From 2013 to 2014, Markey's show Erin Markey ran at Joe's Pub. Jarrett Earnest, writing about the show, observed that "Markey plays 'Erin Markey' as an outsized persona through autobiographical sketches interlaced with musical numbers—a tried and true nightclub strategy. The songs, usually contemporary pop songs, are performed with an intensity that unravels them." Asked about their work in Erin Markey, Markey explained, "It's funny to be making this show right now where I'm supposed to be Erin Markey the whole time because I feel like I work best when I'm in character. That's when I'm most honest. .... I had trouble writing a bio recently because I was like, 'I don't want to be called a performance artist. I don't wanna be called a comedian, I don't want to be called an actor, or a singer or a cabaret artist,' because none of those things seem to really describe who I am.

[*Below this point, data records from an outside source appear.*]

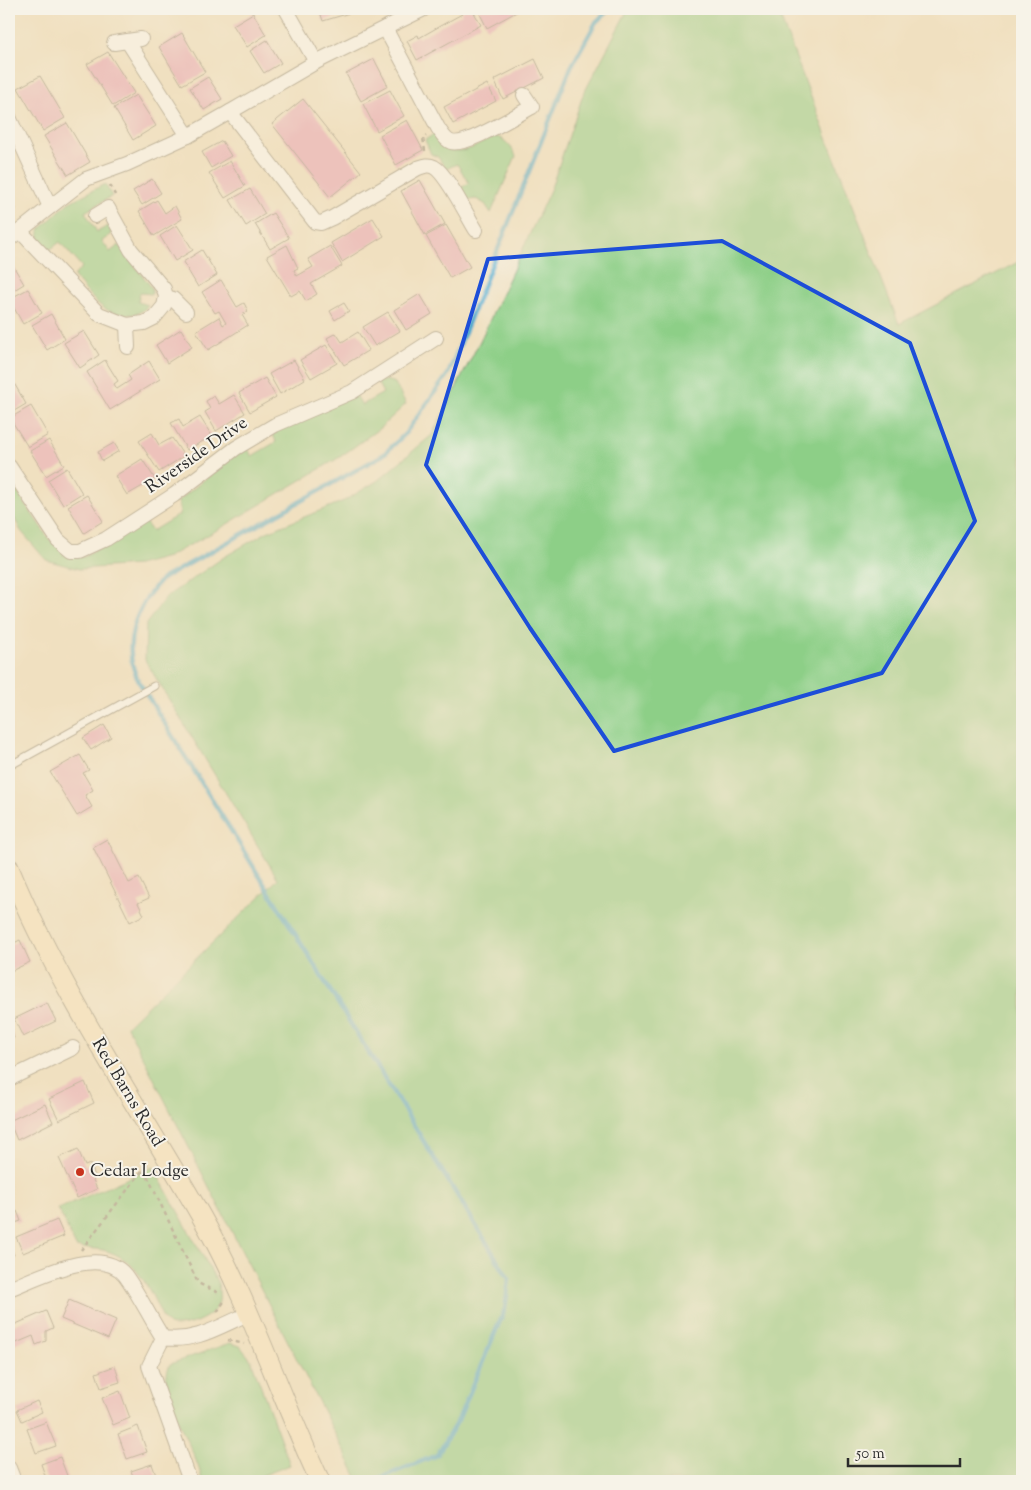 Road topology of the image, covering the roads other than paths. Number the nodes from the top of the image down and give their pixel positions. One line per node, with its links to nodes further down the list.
1 (286, 9): 5 (street)
2 (424, 9): 3 (street)
3 (385, 28): 5 (street); 6 (street)
4 (114, 44): 9 (street)
5 (316, 62): 7 (street)
6 (524, 95)
7 (230, 112): 9 (street); 12 (street)
8 (9, 117): 10 (street)
9 (188, 136): 10 (street)
10 (50, 207): 13 (street)
11 (94, 216): 14 (street)
12 (476, 230)
13 (14, 235): 16 (street)
14 (166, 297): 15 (street); 16 (street)
15 (186, 312)
16 (126, 325): 18 (street)
17 (436, 338): 19 (street, Riverside Drive)
18 (128, 347)
19 (9, 466)
20 (154, 686): 21 (lane)
21 (9, 766)
22 (9, 868): 23 (street, Red Barns Road)
23 (14, 894): 27 (street, Red Barns Road)
24 (73, 1048): 25 (street)
25 (9, 1079)
26 (9, 1289): 28 (street)
27 (246, 1310): 28 (street); 32 (street, Red Barns Road)
28 (163, 1338): 31 (street)
29 (9, 1468): 30 (street)
30 (14, 1481)
31 (190, 1481)
32 (320, 1481)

In 2015, Markey's play Deleted Scenes from Fun Home, based on the Broadway adaptation Alison Bechdel's graphic novel Fun Home, was produced at the Duplex Cabaret Theatre in New York City. A one-person show written by and starring Markey, the show purported to present deleted scenes from the Broadway musical Fun Home. Asked about the inspiration for Deleted Scenes from Fun Home, Markey described how they became obsessed with the score to the Broadway musical Fun Home, saying that "for largely unnameable or unknowable reasons, I was activated in a strange way that I had no control over."

On January 13, 2016, Markey's show A Ride on the Irish Cream, which was funded in part by an Indiegogo campaign, premiered at the Abrons Arts Center of the Henry Street Settlement. The show has been described as "a musical anchored inside the memory of a Michigan backyard on the bank of the Kawkawlin River. A live band and original score become the space for the thrills and terrors of a relationship between Reagan (Markey), a vainglorious self-made girl, and Irish Cream (Becca Blackwell), her family's pontoon boat/horse. They are in love, but when their relationship is tested by dust ruffles, sex for money, severe T-storms, and a secret cellar, the only way to stay together is to remember all the parts of themselves their bodies tried to forget."

In 2019, Markey appeared in the third season of the HBO series High Maintenance, playing the character Cori. The Atlantic described their performance as a "lived-in depiction of blue-collar crunchiness."

==Personal life==
For several years, Markey was in a long-term relationship with performance artist Becca Blackwell, with whom Markey has had numerous artistic collaborations. In November 2022, Markey married film producer Gwen Bialic, who worked as a Unit Production Manager on High Maintenance.